JPH11196580A - Switching power supply device - Google Patents

Abstract

PROBLEM TO BE SOLVED: To set the crest value of an AC voltage obtained from a predetermined winding by the operation of a switching device at a required value and avoid a trouble in the operation of a load such as a fluorescent display tube, etc. SOLUTION: One end of the secondary winding N2 of a transformer T is connected to a predetermined AC output terminal 3a through an inductance L1. A series circuit consisting of a diode D2 and a constant voltage diode DR is connected between the output terminal 3a to which the inductance L1 is connected and the other AC output terminal 3b. An impedance circuit 5a is composed of the inductance L1 and a voltage clamp circuit 6a is composed of the series circuit of the diode D2 and the constant voltage diode DR. The crest value of a voltage in a flyback direction which is generated in the secondary winding N2 is limited to be a proper value by the Zener voltage of the constant voltage diode DR of the voltage clamp circuit 6a and a trouble in the operation of a load such as a fluorescent display tube, etc., is avoided.

Description

DETAILED DESCRIPTION OF THE INVENTION

[0001]

BACKGROUND OF THE INVENTION 1. Field of the Invention The present invention relates to a switching power supply device for obtaining a plurality of output voltages, and more particularly to operation of a load, specifically, display control of a fluorescent display tube, using an AC output voltage obtained from a predetermined winding of a transformer. The present invention relates to a technique for preventing a problem from occurring.

[0002]

2. Description of the Related Art In recent years, electronic equipment often requires a multi-output type power supply as a power supply incorporated in the electronic equipment. This is because various electronic devices and active components developed in recent years often require a plurality of drive voltages or control voltages having different voltage values. Here, a fluorescent display tube is assumed as an electronic device whose operation requires a plurality of drive voltages and control voltages. As a power supply device for supplying electric power to the fluorescent display tube, there has conventionally been a multi-output type switching power supply device having a circuit configuration as shown in FIG. The general operation of the switching power supply device shown in FIG. 7 was as follows. In FIG. 7, reference numerals 1 and 2 indicate an input terminal and an output terminal (DC) on the high potential side, respectively. The input terminal and output terminal on the reference potential side shall be connected to ground,
The illustration is omitted.

When the input voltage V _IN is applied to the input terminal 1, the circuit shown in FIG. 7 starts operating. At this time, the switching transistor Q1 turns on or off alternately in response to the pulse signal from the control circuit 4, and interrupts the current passing through the primary winding N1. A voltage is generated in each winding of the transformer T by repeating the intermittent current. Here, a combined voltage of the voltage generated in the primary winding N1 and the input voltage V _IN appears at a connection point between the primary winding N1 and the anode of the diode D1. This combined voltage is a diode D
1. Rectified and smoothed by the capacitor C2, and guided to the first output terminal 2 as a DC output voltage V _O2 . on the other hand,
The voltage generated in the secondary winding N2 is guided between the second output terminals 3a and 3b as an AC output voltage _VO3 . Incidentally, when the load is a fluorescent display tube, this DC output voltage V _O2 is supplied to a drive circuit for controlling display of the fluorescent display tube, and the AC output voltage V _O3 is supplied to a filament of the fluorescent display tube. You.

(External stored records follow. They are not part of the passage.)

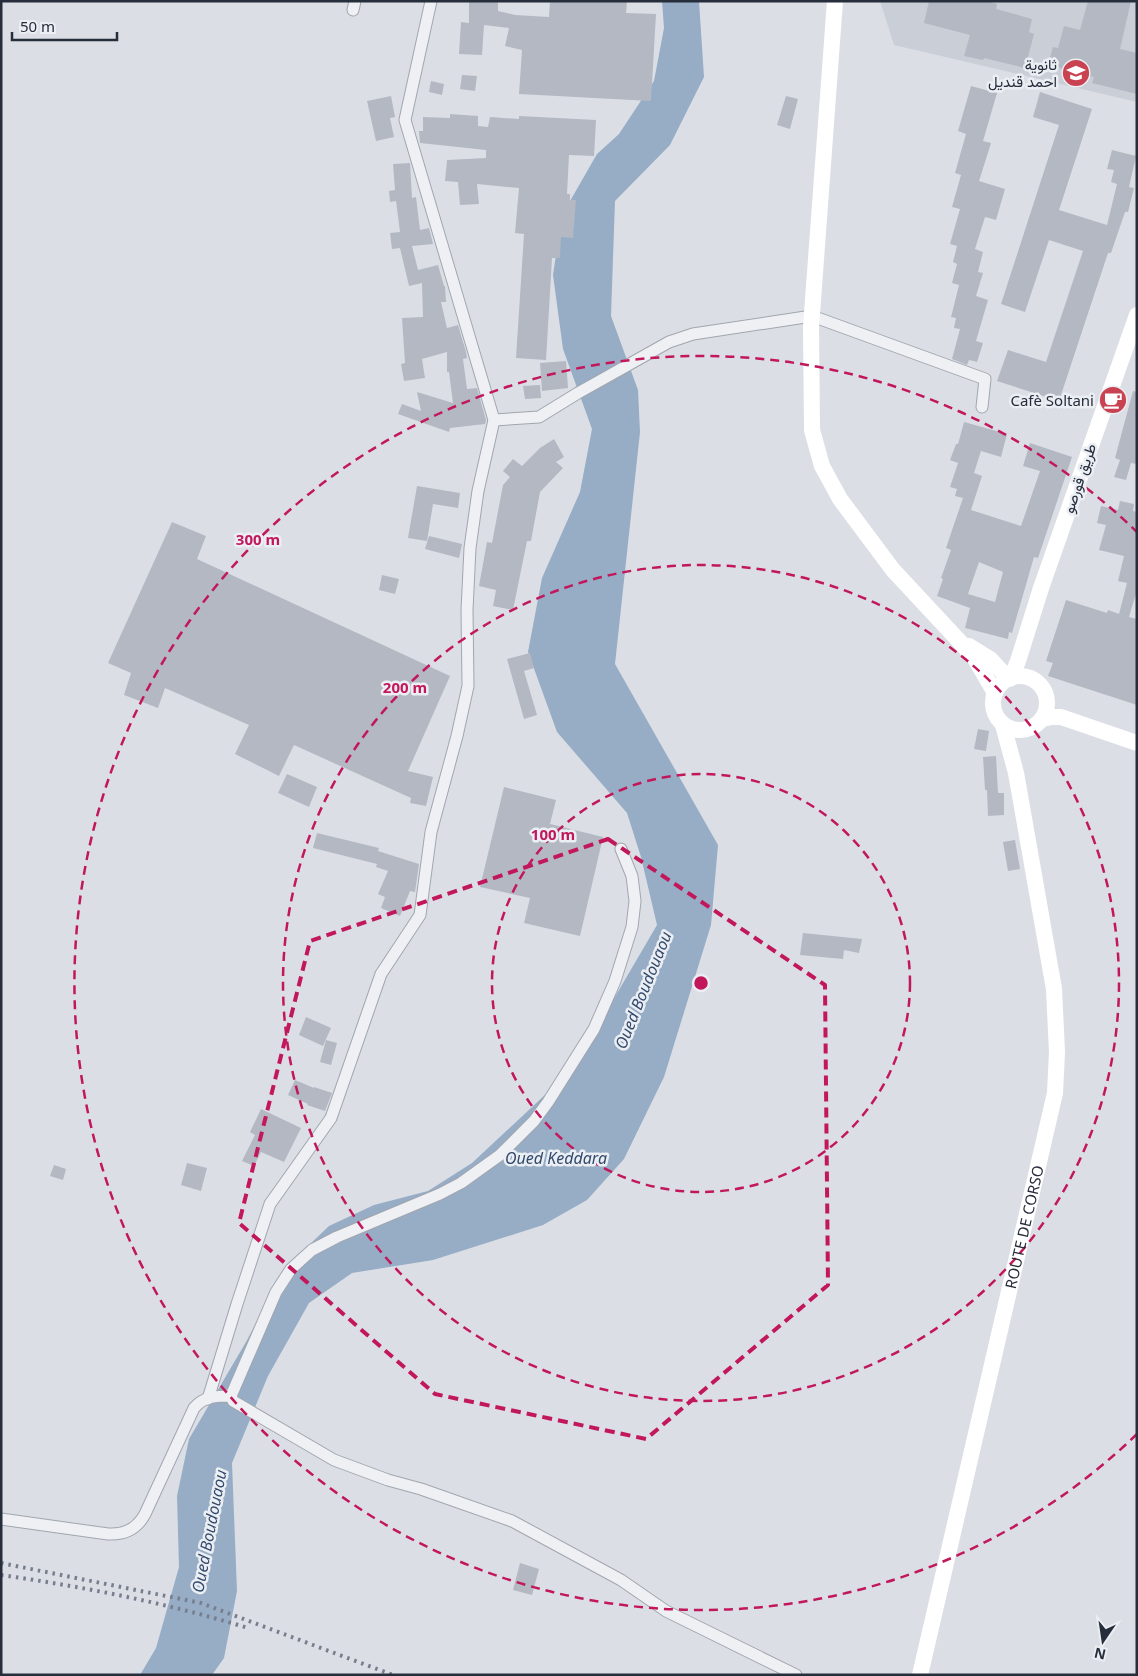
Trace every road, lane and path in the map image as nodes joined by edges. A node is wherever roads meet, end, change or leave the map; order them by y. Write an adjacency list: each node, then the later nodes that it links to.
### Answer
1 (431, 1): 6 (street)
2 (835, 1): 4 (main road)
3 (1137, 315): 8 (main road, طريق قورصو)
4 (812, 316): 5 (street); 6 (street); 7 (main road)
5 (982, 407)
6 (494, 420): 20 (street)
7 (954, 637): 9 (main road); 11 (main road)
8 (1025, 642): 9 (main road); 10 (main road)
9 (1010, 678): 10 (main road); 11 (main road)
10 (1031, 679): 12 (main road)
11 (995, 693): 15 (main road)
12 (1046, 699): 13 (main road); 14 (main road)
13 (1042, 719): 14 (main road); 16 (main road)
14 (1071, 720): 17 (main road)
15 (1003, 725): 16 (main road); 18 (main road, ROUTE DE CORSO)
16 (1028, 729): 18 (main road, ROUTE DE CORSO)
17 (1137, 742)
18 (1016, 773): 24 (main road, ROUTE DE CORSO)
19 (621, 848): 21 (street)
20 (208, 1399): 21 (street); 22 (street)
21 (232, 1399): 23 (street)
22 (1, 1519)
23 (796, 1675)
24 (920, 1675)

Here, the output voltage V _O2 is determined by the resistance R
2, the divided voltage of the voltage V _O2 appearing at the connection point of R3 is detected, and the switching transistor Q
1 is controlled to be constant by the control circuit 4 that changes the on-duty of 1. On the other hand, if the AC output voltage V _O3 is constant, the input voltage V _IN , the state of the load connected to each output terminal (2, 3a to 3c) and the DC output voltage V _O2 are constant. It is kept almost constant by the magnetic coupling between the winding N1 and the secondary winding N2.

[0005]

In the circuit shown in FIG.
AC voltage V _O3 appearing at the output terminal 3a~3c secondary winding N
2 is obtained from the voltage generated. Since the primary winding N1 and the secondary winding N2 are magnetically coupled, this secondary winding N2
Has a waveform similar to that of the voltage generated across the primary winding N1. Here, the voltage waveform generated between the terminals of the primary winding N1 is shown in FIG.
It becomes as shown in. That is, the period T1 of the switching transistor Q1 is turned on, its peak value appears a voltage V _P2 equal to approximately the input voltage V _IN, the switching transistor Q1 is in a period T2 in the OFF state, the polarity of the voltage V _P2 in contrast, the peak value is approximately (DC voltage V _O2) - the voltage V _P1 as the magnitude of (the input voltage V _iN) appears.

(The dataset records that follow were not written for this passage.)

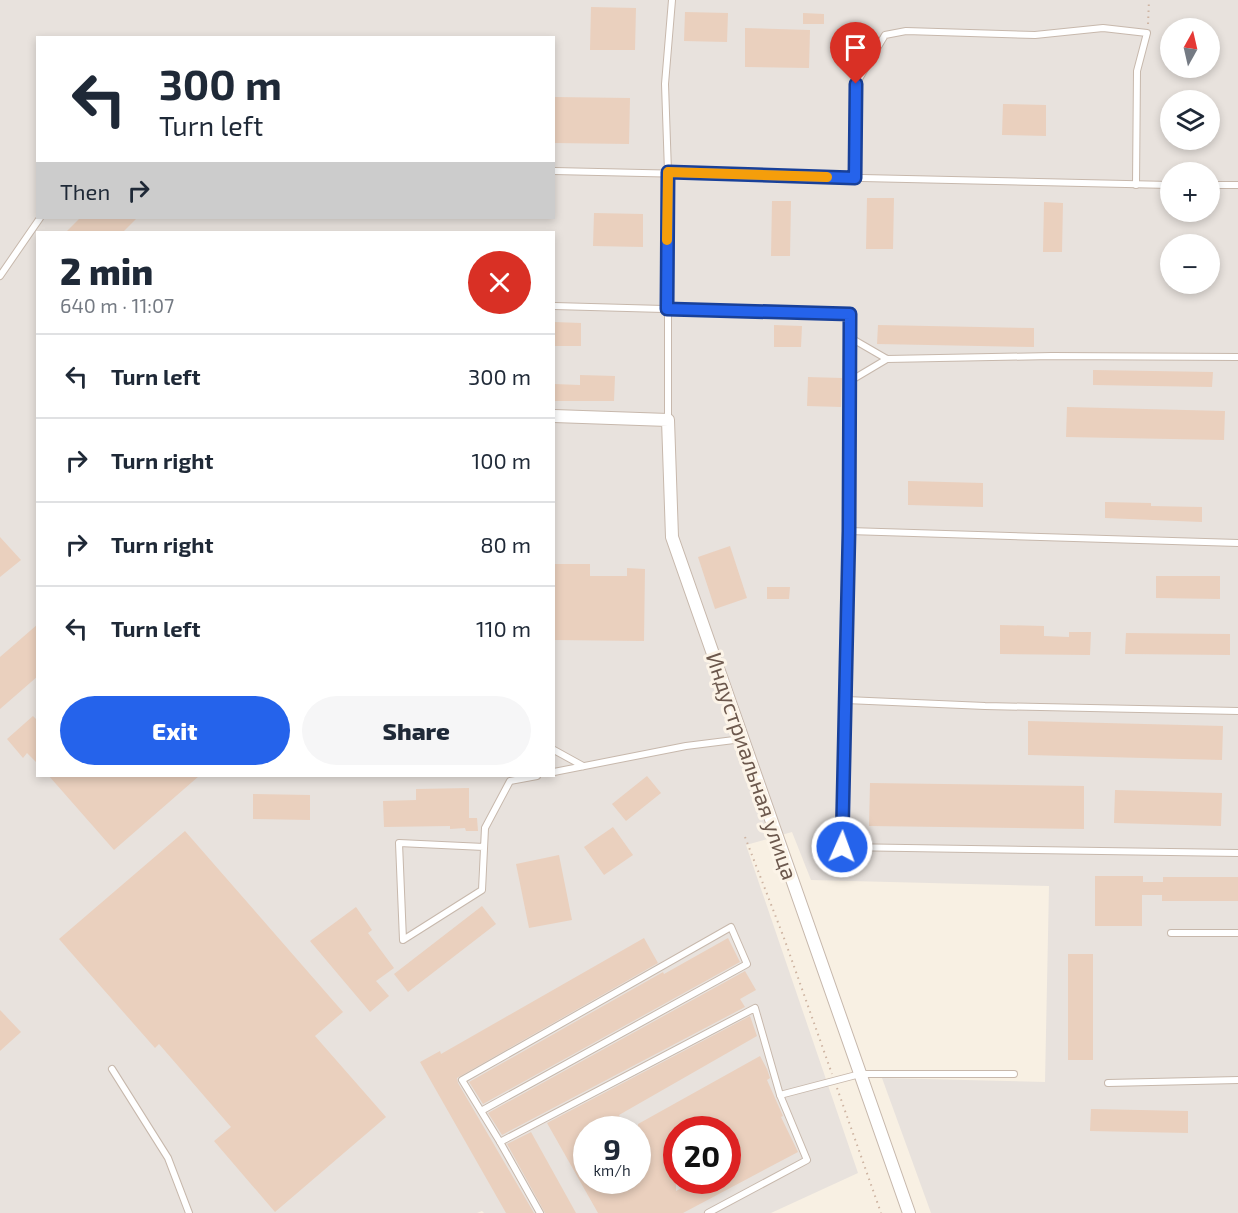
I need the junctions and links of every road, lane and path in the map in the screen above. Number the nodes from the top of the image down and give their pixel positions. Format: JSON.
{"nodes":[{"id":1,"x":672,"y":0,"type":"edge"},
{"id":2,"x":1149,"y":0,"type":"edge"},
{"id":3,"x":1147,"y":33,"type":"junction"},
{"id":4,"x":555,"y":171,"type":"edge"},
{"id":5,"x":668,"y":172,"type":"junction"},
{"id":6,"x":855,"y":178,"type":"junction"},
{"id":7,"x":1136,"y":185,"type":"junction"},
{"id":8,"x":1160,"y":185,"type":"edge"},
{"id":9,"x":1220,"y":185,"type":"edge"},
{"id":10,"x":1238,"y":185,"type":"edge"},
{"id":11,"x":39,"y":219,"type":"edge"},
{"id":12,"x":0,"y":276,"type":"edge"},
{"id":13,"x":555,"y":306,"type":"edge"},
{"id":14,"x":667,"y":309,"type":"junction"},
{"id":15,"x":849,"y":337,"type":"junction"},
{"id":16,"x":1238,"y":357,"type":"edge"},
{"id":17,"x":886,"y":359,"type":"junction"},
{"id":18,"x":850,"y":381,"type":"junction"},
{"id":19,"x":555,"y":416,"type":"edge"},
{"id":20,"x":668,"y":420,"type":"junction"},
{"id":21,"x":849,"y":531,"type":"junction"},
{"id":22,"x":1238,"y":543,"type":"edge"},
{"id":23,"x":846,"y":700,"type":"junction"},
{"id":24,"x":1238,"y":711,"type":"edge"},
{"id":25,"x":742,"y":739,"type":"junction"},
{"id":26,"x":555,"y":751,"type":"edge"},
{"id":27,"x":583,"y":766,"type":"junction"},
{"id":28,"x":555,"y":772,"type":"edge"},
{"id":29,"x":532,"y":777,"type":"edge"},
{"id":30,"x":745,"y":837,"type":"dead end"},
{"id":31,"x":484,"y":847,"type":"junction"},
{"id":32,"x":1238,"y":853,"type":"edge"},
{"id":33,"x":1171,"y":933,"type":"dead end"},
{"id":34,"x":1238,"y":933,"type":"edge"},
{"id":35,"x":112,"y":1069,"type":"dead end"},
{"id":36,"x":860,"y":1074,"type":"junction"},
{"id":37,"x":1014,"y":1074,"type":"dead end"},
{"id":38,"x":1238,"y":1080,"type":"edge"},
{"id":39,"x":835,"y":1081,"type":"junction"},
{"id":40,"x":1108,"y":1083,"type":"dead end"},
{"id":41,"x":780,"y":1095,"type":"junction"},
{"id":42,"x":481,"y":1111,"type":"junction"},
{"id":43,"x":500,"y":1142,"type":"junction"},
{"id":44,"x":189,"y":1213,"type":"edge"},
{"id":45,"x":540,"y":1213,"type":"edge"},
{"id":46,"x":708,"y":1213,"type":"edge"},
{"id":47,"x":882,"y":1213,"type":"edge"},
{"id":48,"x":909,"y":1213,"type":"edge"}],
"edges":[{"from":1,"to":5,"type":"lane"},
{"from":2,"to":3,"type":"path"},
{"from":3,"to":6,"type":"lane"},
{"from":3,"to":7,"type":"lane"},
{"from":4,"to":5,"type":"lane"},
{"from":5,"to":6,"type":"lane"},
{"from":5,"to":14,"type":"lane"},
{"from":6,"to":7,"type":"lane"},
{"from":7,"to":8,"type":"lane"},
{"from":9,"to":10,"type":"lane"},
{"from":11,"to":12,"type":"lane"},
{"from":13,"to":14,"type":"lane"},
{"from":14,"to":15,"type":"lane"},
{"from":14,"to":20,"type":"lane"},
{"from":15,"to":17,"type":"lane"},
{"from":15,"to":18,"type":"lane"},
{"from":16,"to":17,"type":"lane"},
{"from":17,"to":18,"type":"lane"},
{"from":18,"to":21,"type":"lane"},
{"from":19,"to":20,"type":"street"},
{"from":20,"to":25,"type":"street","name":"Индустриальная улица"},
{"from":21,"to":22,"type":"lane"},
{"from":21,"to":23,"type":"lane"},
{"from":23,"to":24,"type":"lane"},
{"from":23,"to":32,"type":"lane"},
{"from":25,"to":27,"type":"lane"},
{"from":25,"to":36,"type":"street","name":"Индустриальная улица"},
{"from":26,"to":27,"type":"lane"},
{"from":27,"to":28,"type":"lane"},
{"from":29,"to":31,"type":"lane"},
{"from":30,"to":39,"type":"path"},
{"from":31,"to":31,"type":"lane"},
{"from":33,"to":34,"type":"lane"},
{"from":35,"to":44,"type":"lane"},
{"from":36,"to":37,"type":"lane"},
{"from":36,"to":39,"type":"lane"},
{"from":36,"to":48,"type":"street","name":"Индустриальная улица"},
{"from":38,"to":40,"type":"lane"},
{"from":39,"to":41,"type":"lane"},
{"from":39,"to":47,"type":"path"},
{"from":41,"to":43,"type":"lane"},
{"from":41,"to":46,"type":"lane"},
{"from":42,"to":42,"type":"lane"},
{"from":42,"to":43,"type":"lane"},
{"from":43,"to":45,"type":"lane"}]}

The switching power supply having the circuit configuration shown in FIG. 7 employs a PWM control method for stabilizing control of the output voltage V _O2 , so that the periods T 1 and T 2 in which the switching transistor Q 1 is on or off are load-controlled. It changes depending on the state of. However, in normal operation, as shown in FIG. 8, towards the period T1 in the ON state becomes shorter than the period T2 in the OFF state, also across the position equivalent to the AC voltage zero volts, the voltage V _P2 Is generally low, and the peak value of the voltage _VP1 is generally high.
Therefore, the AC voltage V appearing at the output terminals 3a to 3c
_O3 has a distorted voltage waveform that is vertically asymmetric. When a filament of a fluorescent display tube is connected as a load to the output terminals 3a and 3b of the circuit of FIG. 7 and an asymmetric vertical AC voltage V _O3 is supplied to the filament, the following problems may occur. .

That is, although it depends on the specifications of the power supply device and the fluorescent display tube, for example, the DC output voltage V _O2 is _replaced with the input voltage V _IN.
Consider a case where a much higher voltage value is required.
In such a case, the period T2 in the voltage waveform of FIG. 8 becomes shorter, and at the same time, the peak value of the voltage _VP1 becomes higher. As a result, the difference between the periods T1 and T2 increases, and the negative voltage V
The peak value of _P2 and the positive voltage V _P1 becomes different to the extreme. Then, the fluorescent display tube receiving the supply of the output voltage V _O3 having a voltage waveform similar to the voltages V _P2 and V _P1 does not completely erase the display even if it receives the display erase signal on its grid, or vice versa. In some cases, the display may not be performed even if a lighting display signal is received. Therefore, the present invention provides a switching power supply device that enables a peak value of an AC voltage obtained from a predetermined winding to be set to an appropriate value in accordance with the operation of a switching element, and does not cause a problem in operation of a load such as a fluorescent display tube. The purpose is to provide.

[0008]

According to the present invention, there is provided a switching device comprising a switching element, a control circuit, and an inductance component provided with a plurality of windings, the switching element being driven by the control circuit. In a switching power supply device in which a current flowing through a first winding of an inductance component is intermittently turned on and off to obtain a plurality of output voltages from voltages generated in each winding of the inductance component, a second winding of the inductance component is obtained. The impedance circuit connected between the predetermined winding position and the output terminal, and connected between predetermined output terminals including the output terminal connected to the impedance circuit, the peak value of the voltage appearing between the output terminals And a limiting voltage clamp circuit.

[0009]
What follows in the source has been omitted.